The Government is consulting on regulations that will allow schemes which provide bridging pensions to continue payment of those pensions until State Pension Age (SPA), even where this is beyond age 65.
Background
Some defined benefit schemes, if they have a pension age which is earlier than SPA, provide a temporary “bridging” pension between actual retirement and SPA. The rationale for bridging pensions is that the member’s income is stable throughout retirement, rather than increasing significantly when his or her State Pension comes into payment. The “bridging” pension may be automatic under the scheme’s rules or an option offered at retirement.
In general pensions in payment are not allowed to be reduced during a member’s lifetime.
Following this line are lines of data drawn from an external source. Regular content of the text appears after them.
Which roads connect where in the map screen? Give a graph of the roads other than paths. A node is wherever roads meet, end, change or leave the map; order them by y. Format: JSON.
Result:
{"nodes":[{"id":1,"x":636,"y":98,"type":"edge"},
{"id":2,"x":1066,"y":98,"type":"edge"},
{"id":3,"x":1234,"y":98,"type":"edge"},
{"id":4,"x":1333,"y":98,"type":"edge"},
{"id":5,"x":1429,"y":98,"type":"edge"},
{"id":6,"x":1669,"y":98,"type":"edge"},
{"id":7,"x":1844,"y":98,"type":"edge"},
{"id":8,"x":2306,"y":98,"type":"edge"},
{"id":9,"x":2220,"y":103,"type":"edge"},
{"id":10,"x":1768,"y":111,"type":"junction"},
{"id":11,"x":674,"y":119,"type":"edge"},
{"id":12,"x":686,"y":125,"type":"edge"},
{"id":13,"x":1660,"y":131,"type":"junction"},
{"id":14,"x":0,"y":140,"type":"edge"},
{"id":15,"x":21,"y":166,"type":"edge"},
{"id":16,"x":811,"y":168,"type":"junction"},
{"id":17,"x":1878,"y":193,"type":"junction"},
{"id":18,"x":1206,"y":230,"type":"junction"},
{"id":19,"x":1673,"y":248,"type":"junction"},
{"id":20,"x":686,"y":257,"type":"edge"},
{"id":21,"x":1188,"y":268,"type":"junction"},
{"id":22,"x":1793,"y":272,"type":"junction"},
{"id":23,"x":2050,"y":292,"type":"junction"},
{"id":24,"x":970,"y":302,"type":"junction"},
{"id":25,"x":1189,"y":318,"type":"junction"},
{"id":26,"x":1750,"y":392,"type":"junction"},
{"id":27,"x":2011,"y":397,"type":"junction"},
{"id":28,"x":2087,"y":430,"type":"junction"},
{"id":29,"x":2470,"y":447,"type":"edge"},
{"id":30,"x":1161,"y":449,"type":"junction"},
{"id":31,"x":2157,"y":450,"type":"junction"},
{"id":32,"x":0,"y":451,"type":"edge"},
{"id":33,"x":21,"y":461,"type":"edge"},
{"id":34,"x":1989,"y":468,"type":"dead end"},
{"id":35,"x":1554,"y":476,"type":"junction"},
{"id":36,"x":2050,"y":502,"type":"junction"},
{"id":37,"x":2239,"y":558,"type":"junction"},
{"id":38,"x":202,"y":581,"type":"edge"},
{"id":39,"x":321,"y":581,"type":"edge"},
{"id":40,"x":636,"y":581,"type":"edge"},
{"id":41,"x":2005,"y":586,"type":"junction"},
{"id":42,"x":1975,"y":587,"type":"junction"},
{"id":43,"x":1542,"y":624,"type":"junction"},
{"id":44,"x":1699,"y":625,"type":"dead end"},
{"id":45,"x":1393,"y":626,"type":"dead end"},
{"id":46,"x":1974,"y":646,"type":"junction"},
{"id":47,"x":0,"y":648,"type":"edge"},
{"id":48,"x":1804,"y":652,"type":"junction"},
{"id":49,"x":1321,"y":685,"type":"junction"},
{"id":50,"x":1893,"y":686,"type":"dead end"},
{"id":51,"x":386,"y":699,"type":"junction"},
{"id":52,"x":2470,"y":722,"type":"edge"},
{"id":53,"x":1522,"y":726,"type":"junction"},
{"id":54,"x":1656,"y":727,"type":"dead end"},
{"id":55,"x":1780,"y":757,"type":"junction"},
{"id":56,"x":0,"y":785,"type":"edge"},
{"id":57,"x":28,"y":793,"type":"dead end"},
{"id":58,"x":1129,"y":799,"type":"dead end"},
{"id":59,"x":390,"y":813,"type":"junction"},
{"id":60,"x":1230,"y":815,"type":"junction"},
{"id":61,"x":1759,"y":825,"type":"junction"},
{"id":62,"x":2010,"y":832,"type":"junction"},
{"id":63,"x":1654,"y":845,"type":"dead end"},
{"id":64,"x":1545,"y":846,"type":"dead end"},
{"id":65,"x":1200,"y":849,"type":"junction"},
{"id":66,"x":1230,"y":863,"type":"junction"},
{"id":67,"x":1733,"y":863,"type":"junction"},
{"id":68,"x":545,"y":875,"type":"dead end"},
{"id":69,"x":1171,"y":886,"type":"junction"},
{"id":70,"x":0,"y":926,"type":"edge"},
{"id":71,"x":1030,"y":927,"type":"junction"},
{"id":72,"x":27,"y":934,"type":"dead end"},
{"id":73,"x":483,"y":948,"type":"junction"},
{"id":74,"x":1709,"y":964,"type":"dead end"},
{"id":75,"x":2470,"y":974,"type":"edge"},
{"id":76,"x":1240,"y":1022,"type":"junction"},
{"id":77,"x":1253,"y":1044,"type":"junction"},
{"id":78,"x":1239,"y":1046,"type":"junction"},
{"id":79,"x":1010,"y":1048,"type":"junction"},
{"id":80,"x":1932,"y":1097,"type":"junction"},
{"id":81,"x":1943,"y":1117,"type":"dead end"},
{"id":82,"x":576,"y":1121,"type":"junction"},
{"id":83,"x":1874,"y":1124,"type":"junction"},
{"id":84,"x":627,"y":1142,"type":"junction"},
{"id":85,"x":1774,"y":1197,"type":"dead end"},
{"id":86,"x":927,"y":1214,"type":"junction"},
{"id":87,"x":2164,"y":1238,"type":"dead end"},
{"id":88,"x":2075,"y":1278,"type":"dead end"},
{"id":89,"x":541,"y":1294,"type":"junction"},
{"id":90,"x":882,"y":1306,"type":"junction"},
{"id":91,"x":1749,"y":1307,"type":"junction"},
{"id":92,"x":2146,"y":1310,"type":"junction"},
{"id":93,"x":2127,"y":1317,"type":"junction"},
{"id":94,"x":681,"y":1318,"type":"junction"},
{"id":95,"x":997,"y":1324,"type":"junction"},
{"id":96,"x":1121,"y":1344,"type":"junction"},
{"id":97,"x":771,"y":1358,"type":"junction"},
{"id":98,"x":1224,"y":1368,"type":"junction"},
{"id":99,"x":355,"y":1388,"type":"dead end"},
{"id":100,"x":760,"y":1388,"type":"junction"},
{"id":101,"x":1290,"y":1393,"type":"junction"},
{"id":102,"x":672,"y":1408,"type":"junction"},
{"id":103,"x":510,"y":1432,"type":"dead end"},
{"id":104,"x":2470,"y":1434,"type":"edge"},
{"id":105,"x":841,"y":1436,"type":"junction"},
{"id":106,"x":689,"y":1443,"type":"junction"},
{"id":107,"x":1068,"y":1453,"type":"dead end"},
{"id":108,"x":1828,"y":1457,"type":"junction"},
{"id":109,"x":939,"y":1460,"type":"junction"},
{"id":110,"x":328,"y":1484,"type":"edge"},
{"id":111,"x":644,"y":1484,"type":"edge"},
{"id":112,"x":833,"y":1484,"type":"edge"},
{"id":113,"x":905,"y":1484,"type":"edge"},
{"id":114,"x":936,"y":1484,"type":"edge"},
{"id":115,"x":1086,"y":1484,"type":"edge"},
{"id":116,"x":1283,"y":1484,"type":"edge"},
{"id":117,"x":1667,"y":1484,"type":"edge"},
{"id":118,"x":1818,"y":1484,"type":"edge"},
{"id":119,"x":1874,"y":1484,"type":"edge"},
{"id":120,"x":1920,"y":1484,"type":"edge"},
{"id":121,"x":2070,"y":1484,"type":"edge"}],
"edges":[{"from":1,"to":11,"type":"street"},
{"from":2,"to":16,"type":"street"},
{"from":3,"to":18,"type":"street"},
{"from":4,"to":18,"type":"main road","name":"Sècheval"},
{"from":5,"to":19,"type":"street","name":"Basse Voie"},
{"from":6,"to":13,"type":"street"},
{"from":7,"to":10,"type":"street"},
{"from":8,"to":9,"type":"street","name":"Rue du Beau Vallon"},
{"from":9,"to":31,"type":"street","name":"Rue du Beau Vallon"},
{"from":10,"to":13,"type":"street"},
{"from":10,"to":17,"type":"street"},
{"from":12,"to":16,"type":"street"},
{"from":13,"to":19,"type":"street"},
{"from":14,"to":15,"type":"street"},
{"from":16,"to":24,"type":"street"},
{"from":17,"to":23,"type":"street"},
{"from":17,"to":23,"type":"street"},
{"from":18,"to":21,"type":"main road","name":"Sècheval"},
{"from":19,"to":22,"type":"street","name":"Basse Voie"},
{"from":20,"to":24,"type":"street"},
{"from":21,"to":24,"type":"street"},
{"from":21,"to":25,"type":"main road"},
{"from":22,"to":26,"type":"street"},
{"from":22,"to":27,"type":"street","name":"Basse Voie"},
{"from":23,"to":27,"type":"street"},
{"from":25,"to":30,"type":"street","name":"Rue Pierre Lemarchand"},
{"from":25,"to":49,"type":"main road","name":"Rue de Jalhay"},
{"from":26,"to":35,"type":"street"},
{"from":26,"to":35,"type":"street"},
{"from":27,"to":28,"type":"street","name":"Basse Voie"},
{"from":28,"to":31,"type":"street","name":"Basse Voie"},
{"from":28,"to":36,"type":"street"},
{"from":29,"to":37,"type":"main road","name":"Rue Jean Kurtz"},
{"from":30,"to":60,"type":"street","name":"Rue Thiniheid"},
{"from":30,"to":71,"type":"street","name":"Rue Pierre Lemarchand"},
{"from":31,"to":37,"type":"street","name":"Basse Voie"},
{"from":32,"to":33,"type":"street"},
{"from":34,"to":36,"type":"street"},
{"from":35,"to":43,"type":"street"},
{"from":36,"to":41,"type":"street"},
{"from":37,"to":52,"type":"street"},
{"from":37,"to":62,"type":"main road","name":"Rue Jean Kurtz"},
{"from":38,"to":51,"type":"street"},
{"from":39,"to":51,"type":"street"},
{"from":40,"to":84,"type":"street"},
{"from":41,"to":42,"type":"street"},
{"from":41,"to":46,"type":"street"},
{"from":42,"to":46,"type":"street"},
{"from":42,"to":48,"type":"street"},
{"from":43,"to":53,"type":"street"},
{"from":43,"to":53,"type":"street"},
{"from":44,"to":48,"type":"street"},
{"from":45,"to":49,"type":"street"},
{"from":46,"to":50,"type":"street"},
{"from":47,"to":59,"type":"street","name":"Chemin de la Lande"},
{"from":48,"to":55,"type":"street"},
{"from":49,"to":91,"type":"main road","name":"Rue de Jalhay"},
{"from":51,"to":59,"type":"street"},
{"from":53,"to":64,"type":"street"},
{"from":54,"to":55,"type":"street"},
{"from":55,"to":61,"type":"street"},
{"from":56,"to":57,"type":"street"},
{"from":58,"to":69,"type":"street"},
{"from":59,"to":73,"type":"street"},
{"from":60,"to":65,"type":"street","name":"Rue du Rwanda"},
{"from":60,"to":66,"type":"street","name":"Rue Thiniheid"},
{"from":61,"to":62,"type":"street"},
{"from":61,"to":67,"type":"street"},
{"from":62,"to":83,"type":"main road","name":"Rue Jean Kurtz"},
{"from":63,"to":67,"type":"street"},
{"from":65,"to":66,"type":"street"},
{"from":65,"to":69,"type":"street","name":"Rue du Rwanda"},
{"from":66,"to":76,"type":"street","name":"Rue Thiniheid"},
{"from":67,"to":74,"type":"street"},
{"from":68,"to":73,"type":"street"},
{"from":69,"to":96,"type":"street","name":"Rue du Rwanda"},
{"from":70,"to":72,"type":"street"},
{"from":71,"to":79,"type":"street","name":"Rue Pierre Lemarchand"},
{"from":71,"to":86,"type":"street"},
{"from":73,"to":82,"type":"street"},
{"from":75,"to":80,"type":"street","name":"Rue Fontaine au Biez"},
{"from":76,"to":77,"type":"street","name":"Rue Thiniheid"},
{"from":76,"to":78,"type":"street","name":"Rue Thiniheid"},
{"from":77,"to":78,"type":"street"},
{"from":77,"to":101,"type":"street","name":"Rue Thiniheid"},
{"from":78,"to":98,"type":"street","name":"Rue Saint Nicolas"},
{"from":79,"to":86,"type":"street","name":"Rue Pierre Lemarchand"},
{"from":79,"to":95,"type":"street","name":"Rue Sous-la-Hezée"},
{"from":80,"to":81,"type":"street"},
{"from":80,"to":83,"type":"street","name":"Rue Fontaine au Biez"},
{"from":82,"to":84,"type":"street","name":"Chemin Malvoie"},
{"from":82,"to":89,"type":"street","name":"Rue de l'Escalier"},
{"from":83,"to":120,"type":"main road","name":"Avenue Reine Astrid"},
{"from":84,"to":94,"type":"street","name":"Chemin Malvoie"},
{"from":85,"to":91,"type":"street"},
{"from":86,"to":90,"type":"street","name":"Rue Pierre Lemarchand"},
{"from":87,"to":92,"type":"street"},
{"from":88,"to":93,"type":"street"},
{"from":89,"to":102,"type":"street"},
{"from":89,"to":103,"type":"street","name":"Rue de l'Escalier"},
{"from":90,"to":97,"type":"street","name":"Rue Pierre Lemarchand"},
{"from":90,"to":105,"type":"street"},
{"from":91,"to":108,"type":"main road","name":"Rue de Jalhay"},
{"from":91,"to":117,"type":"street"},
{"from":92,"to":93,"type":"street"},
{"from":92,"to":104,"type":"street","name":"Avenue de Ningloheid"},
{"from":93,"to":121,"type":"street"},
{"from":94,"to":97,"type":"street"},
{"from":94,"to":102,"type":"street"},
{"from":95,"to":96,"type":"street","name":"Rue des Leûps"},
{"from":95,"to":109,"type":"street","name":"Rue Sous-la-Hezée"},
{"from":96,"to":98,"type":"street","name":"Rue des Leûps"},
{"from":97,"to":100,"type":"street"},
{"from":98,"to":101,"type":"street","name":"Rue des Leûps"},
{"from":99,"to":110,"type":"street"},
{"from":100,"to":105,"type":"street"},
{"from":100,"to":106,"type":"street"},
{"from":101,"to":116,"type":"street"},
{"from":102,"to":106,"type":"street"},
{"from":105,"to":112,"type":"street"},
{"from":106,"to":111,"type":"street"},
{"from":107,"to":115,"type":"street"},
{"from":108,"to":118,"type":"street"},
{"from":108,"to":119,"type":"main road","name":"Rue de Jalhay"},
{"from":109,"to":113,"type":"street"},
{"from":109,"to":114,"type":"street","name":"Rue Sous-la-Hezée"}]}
However, the Finance Act 2004 provides an exception for bridging pensions as long as the reduction does not exceed the expected State Pension.
The proposed regulations
The Pensions Act 2011 provides for SPA to increase to 66 by 2020. The impact of this on an individual scheme will depend on the terms of its rules:
- if they provide for bridging pensions to be paid until SPA, the scheme will have to pay the higher pension for a longer period, increasing the benefit paid to the members;
- if they provide for bridging pensions to be paid only up to age 60 or 65, members will suffer a temporary reduction in overall income from that age until State Pension becomes payable.
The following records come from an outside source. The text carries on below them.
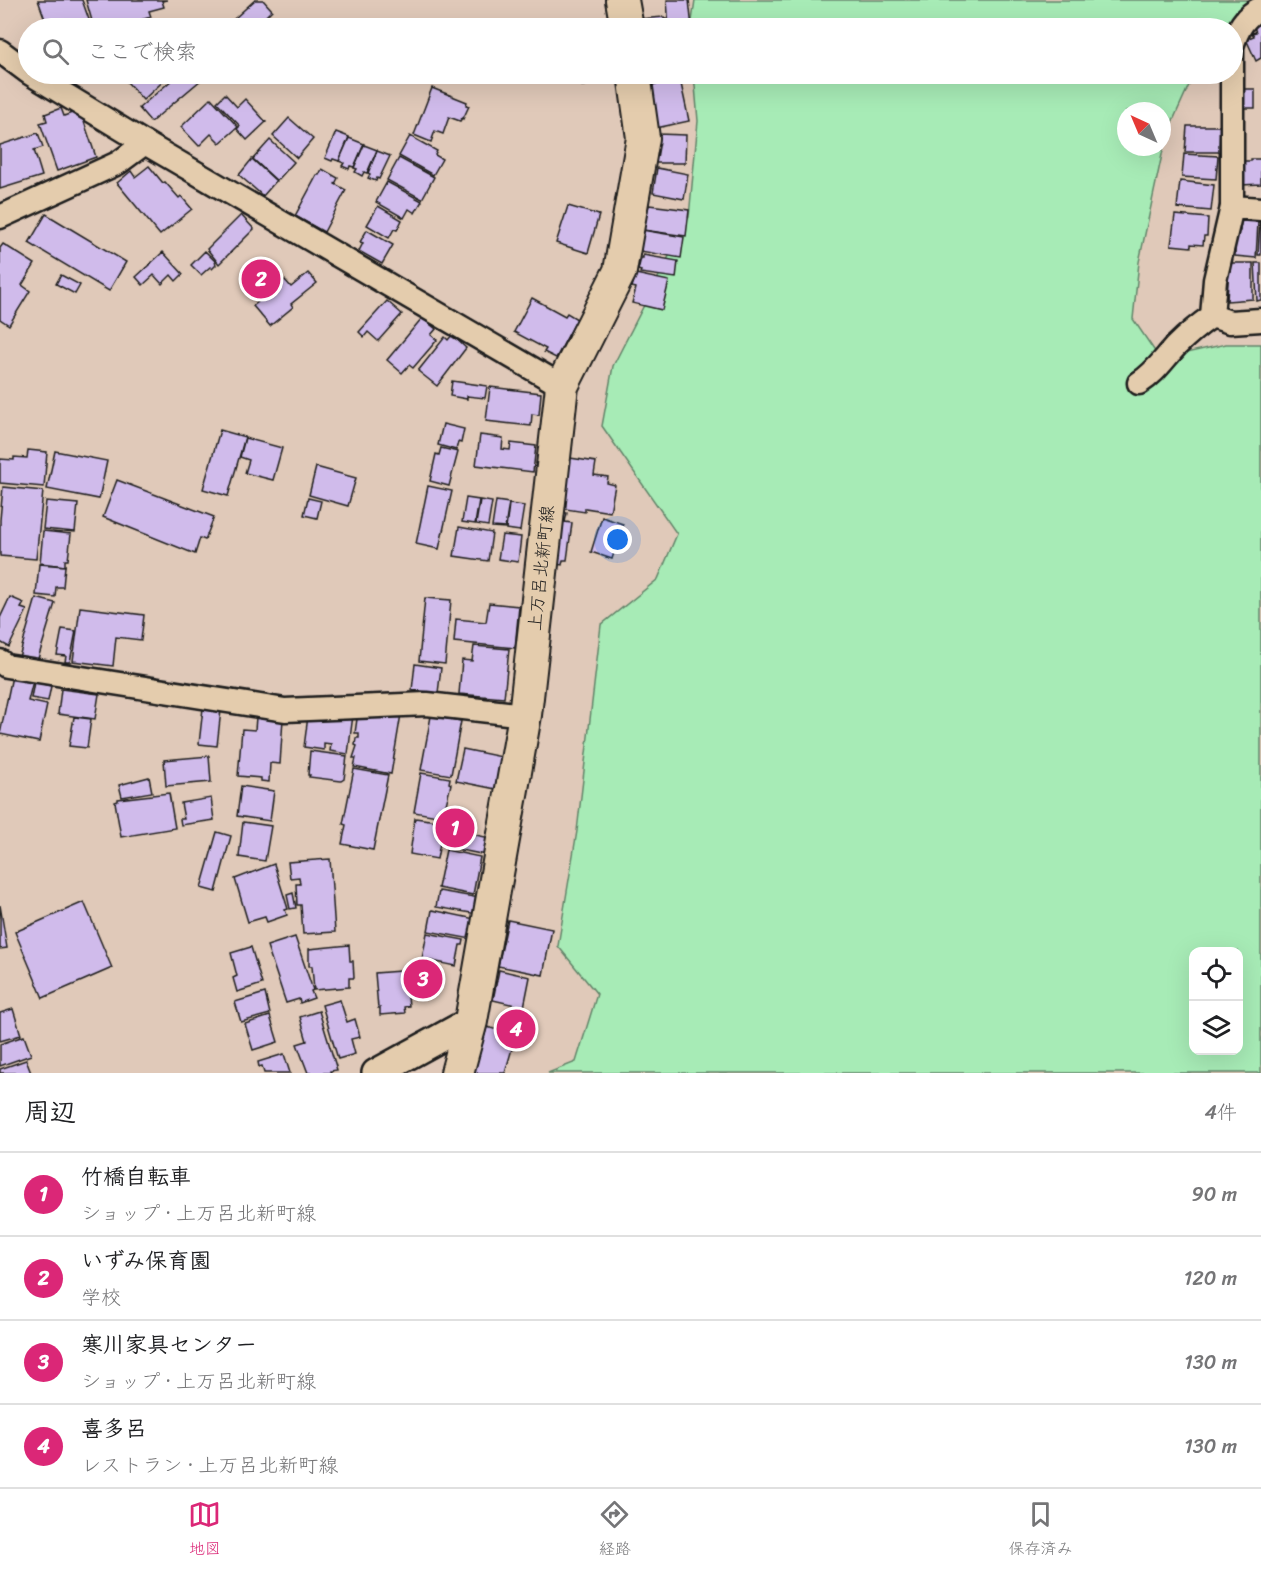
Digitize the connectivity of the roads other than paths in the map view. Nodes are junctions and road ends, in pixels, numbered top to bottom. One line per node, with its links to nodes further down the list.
1 (622, 0): 3 (main road)
2 (1261, 8): 4 (street)
3 (625, 18)
4 (1243, 21)
5 (0, 51): 6 (street)
6 (18, 64)
7 (48, 84): 10 (street)
8 (635, 84): 17 (main road, 上万呂北新町線)
9 (1233, 84): 11 (street)
10 (146, 143): 13 (street); 17 (street)
11 (1232, 207): 12 (street); 14 (street)
12 (1261, 209)
13 (0, 217)
14 (1212, 316): 15 (street); 16 (street)
15 (1261, 320)
16 (1139, 383)
17 (562, 386): 19 (main road, 上万呂北新町線)
18 (0, 661): 19 (street)
19 (525, 715): 20 (main road, 上万呂北新町線)
20 (471, 1021): 21 (street); 22 (main road, 上万呂北新町線)
21 (376, 1073)
22 (458, 1073)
The draft regulations introduce a limited power enabling trustees to modify their scheme by resolution, if they wish to do so, (notwithstanding any constraints in the scheme’s rules) in order to take account of the changes to SPA. This power is intended to allow trustees to modify the terms of any bridging pension offered to people who have not yet retired, although there will be no obligation on them to do so. Trustees may use the power only to make changes to take account of the changes to SPA, not to make other changes.
The Government envisages that any changes made using the new power will be intended to be cost-neutral. This means that, for instance, if the bridging pension is to be paid for longer (to reflect the extended period to SPA) the level of pension may be reduced to compensate for the additional cost that would otherwise be incurred. Employer consent to the use of the power will also be required.